▸ **Records excerpted from a collection**
---

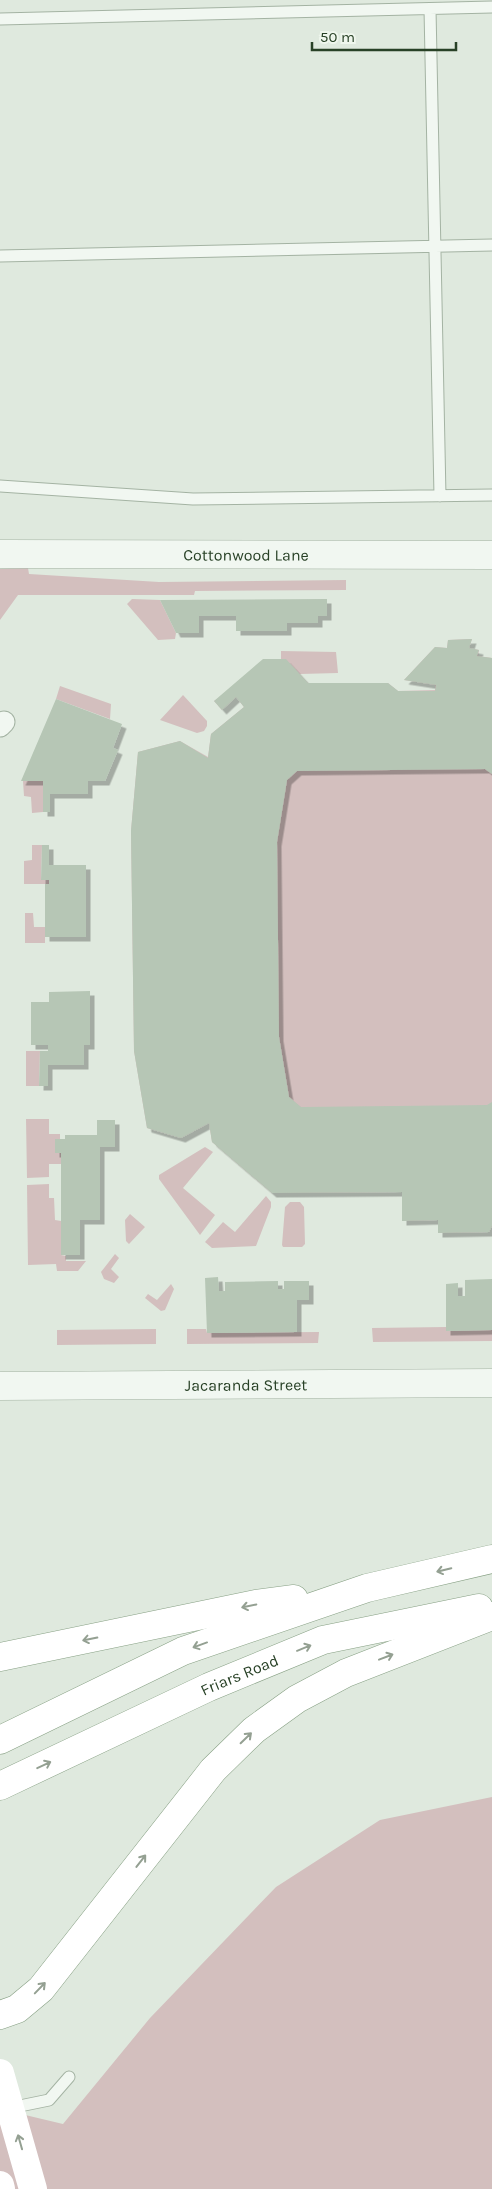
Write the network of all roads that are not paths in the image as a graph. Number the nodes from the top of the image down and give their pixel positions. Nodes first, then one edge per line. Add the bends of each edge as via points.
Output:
1 (492, 7) edge
2 (430, 9) junction
3 (0, 19) edge
4 (492, 245) edge
5 (435, 246) junction
6 (0, 256) edge
7 (0, 486) edge
8 (492, 495) edge
9 (440, 496) junction
10 (0, 554) edge
11 (492, 554) edge
12 (492, 1383) edge
13 (0, 1386) edge
14 (492, 1559) edge
15 (367, 1588) junction
16 (492, 1605) edge
17 (492, 1616) edge
18 (0, 1657) edge
19 (0, 1740) edge
20 (0, 1786) edge
21 (0, 2015) edge
22 (0, 2073) edge
23 (69, 2077) dead end
24 (10, 2108) junction
25 (0, 2185) edge
26 (1, 2189) edge
27 (33, 2189) edge

1 - 2 lane
2 - 3 lane
2 - 5 lane
4 - 5 lane
5 - 6 lane
5 - 9 lane
7 - 9 lane via 193,499
8 - 9 lane
10 - 11 street, Cottonwood Lane
12 - 13 street, Jacaranda Street
14 -> 15 main road
15 -> 18 main road via 256,1604
15 -> 19 main road via 183,1651
20 -> 16 main road, Friars Road via 209,1687 323,1640
21 -> 17 main road via 17,2009 41,1989 212,1770 254,1730 297,1699 346,1673
22 - 24 main road
23 - 24 lane via 50,2100
27 -> 24 main road
25 - 26 main road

---

▸ **Your assignment**
Would you output all of the entries above exactly, keeping the pictures out?

▸ **Solution for this exercise**
Write the network of all roads that are not paths in the image as a graph. Number the nodes from the top of the image down and give their pixel positions. Nodes first, then one edge per line. Add the bends of each edge as via points.
Output:
1 (492, 7) edge
2 (430, 9) junction
3 (0, 19) edge
4 (492, 245) edge
5 (435, 246) junction
6 (0, 256) edge
7 (0, 486) edge
8 (492, 495) edge
9 (440, 496) junction
10 (0, 554) edge
11 (492, 554) edge
12 (492, 1383) edge
13 (0, 1386) edge
14 (492, 1559) edge
15 (367, 1588) junction
16 (492, 1605) edge
17 (492, 1616) edge
18 (0, 1657) edge
19 (0, 1740) edge
20 (0, 1786) edge
21 (0, 2015) edge
22 (0, 2073) edge
23 (69, 2077) dead end
24 (10, 2108) junction
25 (0, 2185) edge
26 (1, 2189) edge
27 (33, 2189) edge

1 - 2 lane
2 - 3 lane
2 - 5 lane
4 - 5 lane
5 - 6 lane
5 - 9 lane
7 - 9 lane via 193,499
8 - 9 lane
10 - 11 street, Cottonwood Lane
12 - 13 street, Jacaranda Street
14 -> 15 main road
15 -> 18 main road via 256,1604
15 -> 19 main road via 183,1651
20 -> 16 main road, Friars Road via 209,1687 323,1640
21 -> 17 main road via 17,2009 41,1989 212,1770 254,1730 297,1699 346,1673
22 - 24 main road
23 - 24 lane via 50,2100
27 -> 24 main road
25 - 26 main road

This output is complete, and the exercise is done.